§ **WORK TO COMPLETE**
An exact copy of every record, without the pictures, is what should come back.

───── DATA SUPPLIED

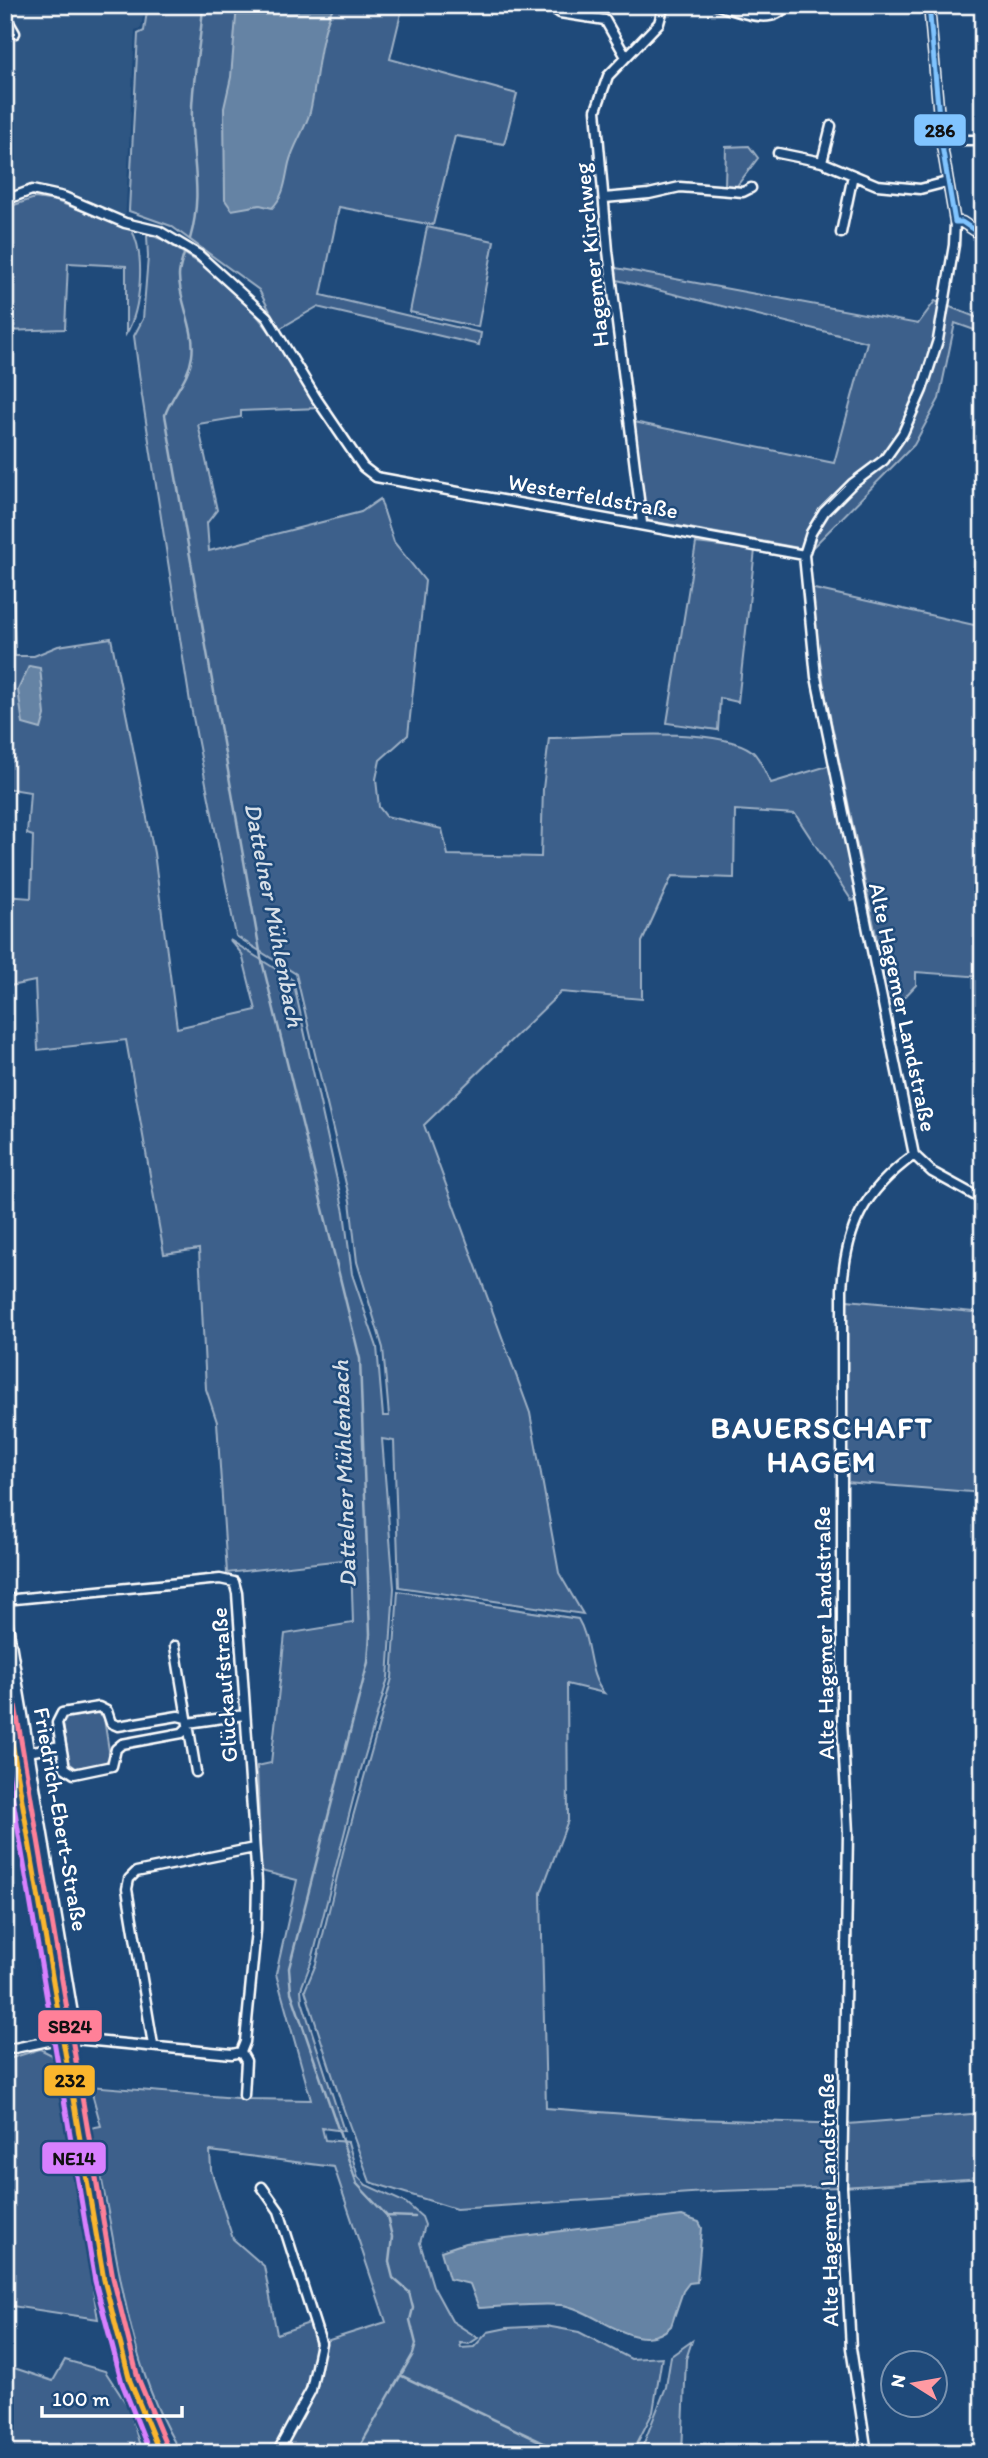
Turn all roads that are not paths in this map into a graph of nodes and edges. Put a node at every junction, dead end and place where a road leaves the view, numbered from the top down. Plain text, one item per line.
1 (7, 5) edge
2 (549, 5) edge
3 (664, 5) edge
4 (716, 5) edge
5 (786, 5) edge
6 (929, 5) edge
7 (15, 33) dead end
8 (626, 57) junction
9 (831, 126) dead end
10 (983, 139) edge
11 (941, 140) junction
12 (778, 153) dead end
13 (822, 162) junction
14 (853, 175) junction
15 (947, 182) junction
16 (751, 188) dead end
17 (604, 198) junction
18 (5, 200) edge
19 (955, 222) junction
20 (841, 233) dead end
21 (983, 236) edge
22 (642, 523) junction
23 (804, 555) junction
24 (915, 1155) junction
25 (983, 1199) edge
26 (5, 1600) edge
27 (5, 1606) edge
28 (175, 1646) dead end
29 (5, 1700) edge
30 (244, 1715) junction
31 (187, 1723) junction
32 (60, 1746) junction
33 (28, 1752) junction
34 (196, 1772) dead end
35 (254, 1848) junction
36 (63, 2038) junction
37 (77, 2038) junction
38 (153, 2045) junction
39 (5, 2050) edge
40 (241, 2052) junction
41 (244, 2095) dead end
42 (262, 2187) dead end
43 (282, 2451) edge
44 (160, 2453) edge
45 (867, 2453) edge

1 - 7 street
2 - 8 street
3 - 8 street, Hagemer Kirchweg
4 - 5 street
6 - 11 street
8 - 17 street, Hagemer Kirchweg
9 - 13 street
10 - 11 street
11 - 15 street
12 - 13 street
13 - 14 street
14 - 15 street
14 - 20 street
15 - 19 street
16 - 17 street
17 - 22 street, Hagemer Kirchweg
18 - 22 street, Westerfeldstraße
19 - 21 street
19 - 23 street
22 - 23 street, Westerfeldstraße
23 - 24 street, Alte Hagemer Landstraße
24 - 25 street
24 - 45 street, Alte Hagemer Landstraße
26 - 30 street, Glückaufstraße
27 - 33 street, Friedrich-Ebert-Straße
28 - 31 street
29 - 36 main road, Friedrich-Ebert-Straße
30 - 31 street
30 - 35 street, Glückaufstraße
31 - 32 street
31 - 32 street
31 - 34 street
32 - 33 street
33 - 37 street, Friedrich-Ebert-Straße
35 - 38 street
35 - 40 street, Glückaufstraße
36 - 37 street
36 - 39 street
36 - 44 main road, Friedrich-Ebert-Straße
37 - 38 street
38 - 40 street
40 - 41 street, Glückaufstraße
42 - 43 street

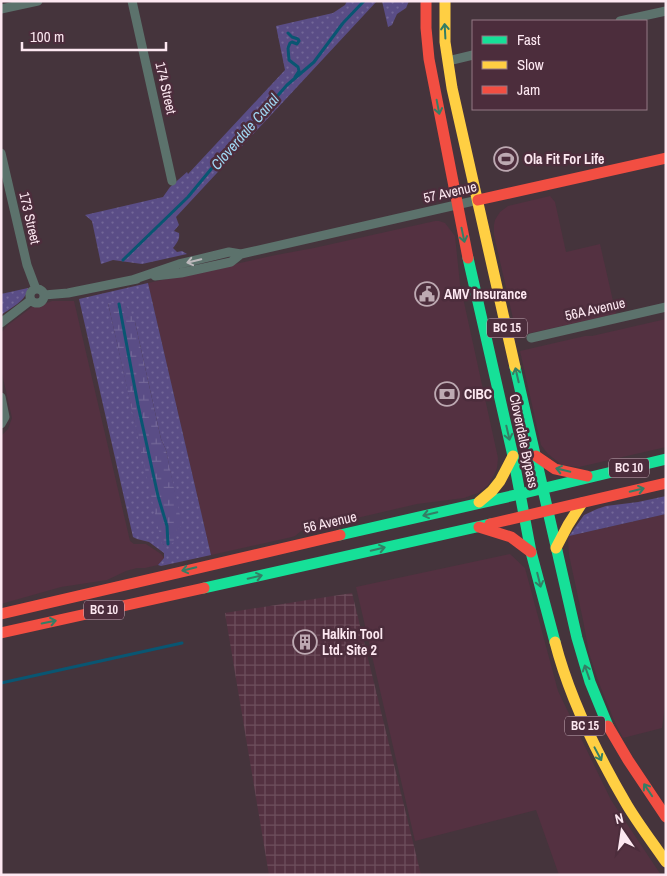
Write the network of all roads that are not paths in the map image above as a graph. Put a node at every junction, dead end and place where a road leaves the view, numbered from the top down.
1 (38, 1) edge
2 (132, 1) edge
3 (426, 1) edge
4 (444, 1) edge
5 (1, 9) edge
6 (666, 11) edge
7 (625, 20) edge
8 (472, 55) edge
9 (448, 61) junction
10 (1, 153) edge
11 (666, 158) edge
12 (172, 181) dead end
13 (478, 200) junction
14 (457, 205) junction
15 (36, 289) junction
16 (44, 295) junction
17 (31, 300) junction
18 (666, 307) edge
19 (1, 323) edge
20 (531, 338) dead end
21 (1, 396) edge
22 (1, 424) edge
23 (513, 456) junction
24 (536, 456) junction
25 (666, 460) edge
26 (592, 477) junction
27 (666, 483) edge
28 (543, 489) junction
29 (520, 494) junction
30 (478, 503) junction
31 (582, 503) junction
32 (548, 511) junction
33 (524, 516) junction
34 (479, 527) junction
35 (556, 548) junction
36 (531, 552) junction
37 (1, 614) edge
38 (1, 633) edge
39 (666, 817) edge
40 (666, 862) edge

1 - 5 street
2 - 12 street, 174 Street
3 -> 14 main road, Cloverdale Bypass / BC 15
9 -> 4 main road, Cloverdale Bypass / BC 15
6 - 7 street
8 - 9 street
9 - 13 main road, Cloverdale Bypass / BC 15
10 - 15 street, 173 Street
11 - 13 main road, 57 Avenue
13 - 14 street, 57 Avenue
24 -> 13 main road, Cloverdale Bypass / BC 15
14 - 16 street, 57 Avenue
14 -> 23 main road, Cloverdale Bypass / BC 15
15 - 16 street
15 - 17 street
16 - 17 street
17 - 19 street
18 - 20 street, 56A Avenue
21 - 22 street
23 - 29 main road, Cloverdale Bypass / BC 15
23 - 30 main road
26 -> 24 main road
24 - 28 main road, Cloverdale Bypass / BC 15
25 - 26 main road, 56 Avenue / BC 10
26 - 28 main road, 56 Avenue / BC 10
31 -> 27 main road, BC 10
28 - 29 main road, 56 Avenue / BC 10
28 - 32 main road, Cloverdale Bypass / BC 15
29 - 30 main road, 56 Avenue / BC 10
29 - 33 main road, Cloverdale Bypass / BC 15
30 -> 37 main road, 56 Avenue / BC 10
31 - 32 main road, BC 10
31 - 35 main road
32 - 33 main road, BC 10
32 - 35 main road, Cloverdale Bypass / BC 15
33 - 34 main road, BC 10
33 - 36 main road, Cloverdale Bypass / BC 15
34 - 36 main road
38 -> 34 main road, BC 10
39 -> 35 main road, Cloverdale Bypass / BC 15
36 -> 40 main road, Cloverdale Bypass / BC 15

──────────

§ **SOLUTION TO THIS EXERCISE**
Turn all roads that are not paths in this map into a graph of nodes and edges. Put a node at every junction, dead end and place where a road leaves the view, numbered from the top down. Plain text, one item per line.
1 (7, 5) edge
2 (549, 5) edge
3 (664, 5) edge
4 (716, 5) edge
5 (786, 5) edge
6 (929, 5) edge
7 (15, 33) dead end
8 (626, 57) junction
9 (831, 126) dead end
10 (983, 139) edge
11 (941, 140) junction
12 (778, 153) dead end
13 (822, 162) junction
14 (853, 175) junction
15 (947, 182) junction
16 (751, 188) dead end
17 (604, 198) junction
18 (5, 200) edge
19 (955, 222) junction
20 (841, 233) dead end
21 (983, 236) edge
22 (642, 523) junction
23 (804, 555) junction
24 (915, 1155) junction
25 (983, 1199) edge
26 (5, 1600) edge
27 (5, 1606) edge
28 (175, 1646) dead end
29 (5, 1700) edge
30 (244, 1715) junction
31 (187, 1723) junction
32 (60, 1746) junction
33 (28, 1752) junction
34 (196, 1772) dead end
35 (254, 1848) junction
36 (63, 2038) junction
37 (77, 2038) junction
38 (153, 2045) junction
39 (5, 2050) edge
40 (241, 2052) junction
41 (244, 2095) dead end
42 (262, 2187) dead end
43 (282, 2451) edge
44 (160, 2453) edge
45 (867, 2453) edge

1 - 7 street
2 - 8 street
3 - 8 street, Hagemer Kirchweg
4 - 5 street
6 - 11 street
8 - 17 street, Hagemer Kirchweg
9 - 13 street
10 - 11 street
11 - 15 street
12 - 13 street
13 - 14 street
14 - 15 street
14 - 20 street
15 - 19 street
16 - 17 street
17 - 22 street, Hagemer Kirchweg
18 - 22 street, Westerfeldstraße
19 - 21 street
19 - 23 street
22 - 23 street, Westerfeldstraße
23 - 24 street, Alte Hagemer Landstraße
24 - 25 street
24 - 45 street, Alte Hagemer Landstraße
26 - 30 street, Glückaufstraße
27 - 33 street, Friedrich-Ebert-Straße
28 - 31 street
29 - 36 main road, Friedrich-Ebert-Straße
30 - 31 street
30 - 35 street, Glückaufstraße
31 - 32 street
31 - 32 street
31 - 34 street
32 - 33 street
33 - 37 street, Friedrich-Ebert-Straße
35 - 38 street
35 - 40 street, Glückaufstraße
36 - 37 street
36 - 39 street
36 - 44 main road, Friedrich-Ebert-Straße
37 - 38 street
38 - 40 street
40 - 41 street, Glückaufstraße
42 - 43 street

Write the network of all roads that are not paths in the map image above as a graph. Put a node at every junction, dead end and place where a road leaves the view, numbered from the top down.
1 (38, 1) edge
2 (132, 1) edge
3 (426, 1) edge
4 (444, 1) edge
5 (1, 9) edge
6 (666, 11) edge
7 (625, 20) edge
8 (472, 55) edge
9 (448, 61) junction
10 (1, 153) edge
11 (666, 158) edge
12 (172, 181) dead end
13 (478, 200) junction
14 (457, 205) junction
15 (36, 289) junction
16 (44, 295) junction
17 (31, 300) junction
18 (666, 307) edge
19 (1, 323) edge
20 (531, 338) dead end
21 (1, 396) edge
22 (1, 424) edge
23 (513, 456) junction
24 (536, 456) junction
25 (666, 460) edge
26 (592, 477) junction
27 (666, 483) edge
28 (543, 489) junction
29 (520, 494) junction
30 (478, 503) junction
31 (582, 503) junction
32 (548, 511) junction
33 (524, 516) junction
34 (479, 527) junction
35 (556, 548) junction
36 (531, 552) junction
37 (1, 614) edge
38 (1, 633) edge
39 (666, 817) edge
40 (666, 862) edge

1 - 5 street
2 - 12 street, 174 Street
3 -> 14 main road, Cloverdale Bypass / BC 15
9 -> 4 main road, Cloverdale Bypass / BC 15
6 - 7 street
8 - 9 street
9 - 13 main road, Cloverdale Bypass / BC 15
10 - 15 street, 173 Street
11 - 13 main road, 57 Avenue
13 - 14 street, 57 Avenue
24 -> 13 main road, Cloverdale Bypass / BC 15
14 - 16 street, 57 Avenue
14 -> 23 main road, Cloverdale Bypass / BC 15
15 - 16 street
15 - 17 street
16 - 17 street
17 - 19 street
18 - 20 street, 56A Avenue
21 - 22 street
23 - 29 main road, Cloverdale Bypass / BC 15
23 - 30 main road
26 -> 24 main road
24 - 28 main road, Cloverdale Bypass / BC 15
25 - 26 main road, 56 Avenue / BC 10
26 - 28 main road, 56 Avenue / BC 10
31 -> 27 main road, BC 10
28 - 29 main road, 56 Avenue / BC 10
28 - 32 main road, Cloverdale Bypass / BC 15
29 - 30 main road, 56 Avenue / BC 10
29 - 33 main road, Cloverdale Bypass / BC 15
30 -> 37 main road, 56 Avenue / BC 10
31 - 32 main road, BC 10
31 - 35 main road
32 - 33 main road, BC 10
32 - 35 main road, Cloverdale Bypass / BC 15
33 - 34 main road, BC 10
33 - 36 main road, Cloverdale Bypass / BC 15
34 - 36 main road
38 -> 34 main road, BC 10
39 -> 35 main road, Cloverdale Bypass / BC 15
36 -> 40 main road, Cloverdale Bypass / BC 15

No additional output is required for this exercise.